## Requirement
What you return must be every line below that includes the word "町道小口線".

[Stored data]
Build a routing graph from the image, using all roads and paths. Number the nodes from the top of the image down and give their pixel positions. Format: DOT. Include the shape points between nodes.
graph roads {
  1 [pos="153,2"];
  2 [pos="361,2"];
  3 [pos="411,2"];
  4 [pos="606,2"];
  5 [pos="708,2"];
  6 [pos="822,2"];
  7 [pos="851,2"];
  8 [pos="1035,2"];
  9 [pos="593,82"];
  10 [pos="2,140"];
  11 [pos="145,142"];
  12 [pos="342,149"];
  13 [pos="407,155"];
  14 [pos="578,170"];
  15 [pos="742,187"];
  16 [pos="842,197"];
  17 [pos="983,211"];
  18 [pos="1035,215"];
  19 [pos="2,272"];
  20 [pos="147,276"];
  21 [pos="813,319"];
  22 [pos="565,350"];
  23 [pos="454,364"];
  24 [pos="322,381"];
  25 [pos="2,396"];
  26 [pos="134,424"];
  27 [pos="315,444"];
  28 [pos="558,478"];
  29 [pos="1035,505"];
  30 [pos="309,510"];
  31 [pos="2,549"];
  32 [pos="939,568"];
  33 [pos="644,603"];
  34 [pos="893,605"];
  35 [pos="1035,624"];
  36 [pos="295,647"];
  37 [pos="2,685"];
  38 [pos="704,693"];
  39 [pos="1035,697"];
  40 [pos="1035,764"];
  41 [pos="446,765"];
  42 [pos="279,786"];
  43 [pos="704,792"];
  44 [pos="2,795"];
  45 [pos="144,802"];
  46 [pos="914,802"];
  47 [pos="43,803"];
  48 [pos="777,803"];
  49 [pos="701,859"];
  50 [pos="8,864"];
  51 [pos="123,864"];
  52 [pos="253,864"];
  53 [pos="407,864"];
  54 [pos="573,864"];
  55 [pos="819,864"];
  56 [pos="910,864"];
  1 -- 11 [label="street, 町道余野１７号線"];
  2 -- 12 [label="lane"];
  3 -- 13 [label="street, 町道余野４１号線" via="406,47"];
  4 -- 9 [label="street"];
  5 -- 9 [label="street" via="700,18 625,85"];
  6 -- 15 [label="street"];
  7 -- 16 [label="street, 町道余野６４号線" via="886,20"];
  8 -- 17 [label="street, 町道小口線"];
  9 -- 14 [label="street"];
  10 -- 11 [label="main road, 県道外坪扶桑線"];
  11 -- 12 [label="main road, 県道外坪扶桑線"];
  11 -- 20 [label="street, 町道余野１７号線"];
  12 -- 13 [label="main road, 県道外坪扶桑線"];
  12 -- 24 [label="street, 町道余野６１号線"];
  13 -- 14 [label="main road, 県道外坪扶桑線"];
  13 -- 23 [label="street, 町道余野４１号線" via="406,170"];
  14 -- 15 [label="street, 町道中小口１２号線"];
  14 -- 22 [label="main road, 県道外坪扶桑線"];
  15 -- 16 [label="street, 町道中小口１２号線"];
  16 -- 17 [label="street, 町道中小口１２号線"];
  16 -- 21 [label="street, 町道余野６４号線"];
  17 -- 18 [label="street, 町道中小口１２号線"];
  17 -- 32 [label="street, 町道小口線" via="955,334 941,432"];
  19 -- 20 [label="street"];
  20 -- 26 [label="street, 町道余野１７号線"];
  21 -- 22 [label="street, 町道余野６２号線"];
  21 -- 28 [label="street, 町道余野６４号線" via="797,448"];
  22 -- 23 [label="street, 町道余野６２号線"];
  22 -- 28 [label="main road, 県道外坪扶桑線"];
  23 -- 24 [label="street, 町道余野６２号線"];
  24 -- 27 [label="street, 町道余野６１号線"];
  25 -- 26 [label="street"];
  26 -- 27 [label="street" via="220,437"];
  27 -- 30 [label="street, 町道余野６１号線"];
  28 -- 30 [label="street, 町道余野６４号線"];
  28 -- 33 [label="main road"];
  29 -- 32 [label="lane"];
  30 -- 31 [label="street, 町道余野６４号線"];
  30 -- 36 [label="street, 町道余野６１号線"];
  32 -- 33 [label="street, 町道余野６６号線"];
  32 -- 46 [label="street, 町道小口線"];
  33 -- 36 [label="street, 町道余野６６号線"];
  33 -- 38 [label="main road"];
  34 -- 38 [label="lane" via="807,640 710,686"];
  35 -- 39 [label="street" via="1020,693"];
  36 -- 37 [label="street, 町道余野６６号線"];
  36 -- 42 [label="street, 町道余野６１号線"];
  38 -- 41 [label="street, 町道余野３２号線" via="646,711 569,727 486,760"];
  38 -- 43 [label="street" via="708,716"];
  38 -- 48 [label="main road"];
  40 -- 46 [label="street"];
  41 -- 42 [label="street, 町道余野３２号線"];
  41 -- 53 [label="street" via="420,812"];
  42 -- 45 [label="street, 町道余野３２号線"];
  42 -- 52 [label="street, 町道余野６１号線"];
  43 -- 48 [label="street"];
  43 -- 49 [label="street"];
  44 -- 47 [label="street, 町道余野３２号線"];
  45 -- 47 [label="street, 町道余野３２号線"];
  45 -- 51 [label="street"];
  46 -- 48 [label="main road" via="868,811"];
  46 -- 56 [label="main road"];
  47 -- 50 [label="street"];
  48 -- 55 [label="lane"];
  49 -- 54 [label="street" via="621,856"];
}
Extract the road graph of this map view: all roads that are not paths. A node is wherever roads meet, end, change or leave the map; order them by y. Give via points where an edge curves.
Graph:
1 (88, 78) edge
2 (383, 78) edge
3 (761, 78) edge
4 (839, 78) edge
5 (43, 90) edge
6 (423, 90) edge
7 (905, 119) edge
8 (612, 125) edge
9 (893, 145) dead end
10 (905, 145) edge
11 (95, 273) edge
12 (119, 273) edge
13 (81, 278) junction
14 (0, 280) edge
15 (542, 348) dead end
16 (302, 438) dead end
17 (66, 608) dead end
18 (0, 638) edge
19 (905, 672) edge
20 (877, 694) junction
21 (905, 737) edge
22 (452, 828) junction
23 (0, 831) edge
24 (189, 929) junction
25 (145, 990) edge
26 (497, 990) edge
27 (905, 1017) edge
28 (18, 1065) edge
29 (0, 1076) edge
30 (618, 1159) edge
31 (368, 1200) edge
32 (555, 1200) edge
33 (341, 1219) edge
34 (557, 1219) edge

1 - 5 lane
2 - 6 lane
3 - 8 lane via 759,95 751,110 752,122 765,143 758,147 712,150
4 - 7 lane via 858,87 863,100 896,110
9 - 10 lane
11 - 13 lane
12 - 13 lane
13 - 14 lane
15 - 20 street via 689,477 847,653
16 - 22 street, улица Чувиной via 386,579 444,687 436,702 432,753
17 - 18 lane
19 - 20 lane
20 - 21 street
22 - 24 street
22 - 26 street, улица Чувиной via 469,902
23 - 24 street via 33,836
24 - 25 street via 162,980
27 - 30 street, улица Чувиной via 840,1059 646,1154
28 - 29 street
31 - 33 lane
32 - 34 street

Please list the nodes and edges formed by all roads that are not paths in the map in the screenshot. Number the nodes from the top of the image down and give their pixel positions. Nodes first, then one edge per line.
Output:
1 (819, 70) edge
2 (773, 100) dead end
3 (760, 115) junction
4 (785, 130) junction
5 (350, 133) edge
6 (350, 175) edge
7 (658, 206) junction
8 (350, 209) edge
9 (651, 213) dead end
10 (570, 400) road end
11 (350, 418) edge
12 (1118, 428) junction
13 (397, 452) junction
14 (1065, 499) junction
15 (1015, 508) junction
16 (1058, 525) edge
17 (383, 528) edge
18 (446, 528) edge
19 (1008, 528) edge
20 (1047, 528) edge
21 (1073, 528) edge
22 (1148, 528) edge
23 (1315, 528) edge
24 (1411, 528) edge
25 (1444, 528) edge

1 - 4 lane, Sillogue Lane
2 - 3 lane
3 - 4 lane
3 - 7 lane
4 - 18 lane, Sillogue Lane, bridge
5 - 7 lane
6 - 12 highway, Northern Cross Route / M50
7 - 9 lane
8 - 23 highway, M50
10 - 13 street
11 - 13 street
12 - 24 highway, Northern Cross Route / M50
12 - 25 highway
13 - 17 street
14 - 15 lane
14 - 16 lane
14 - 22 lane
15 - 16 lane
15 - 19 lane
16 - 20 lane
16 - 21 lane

## Exercise response
  8 -- 17 [label="street, 町道小口線"];
  17 -- 32 [label="street, 町道小口線" via="955,334 941,432"];
  32 -- 46 [label="street, 町道小口線"];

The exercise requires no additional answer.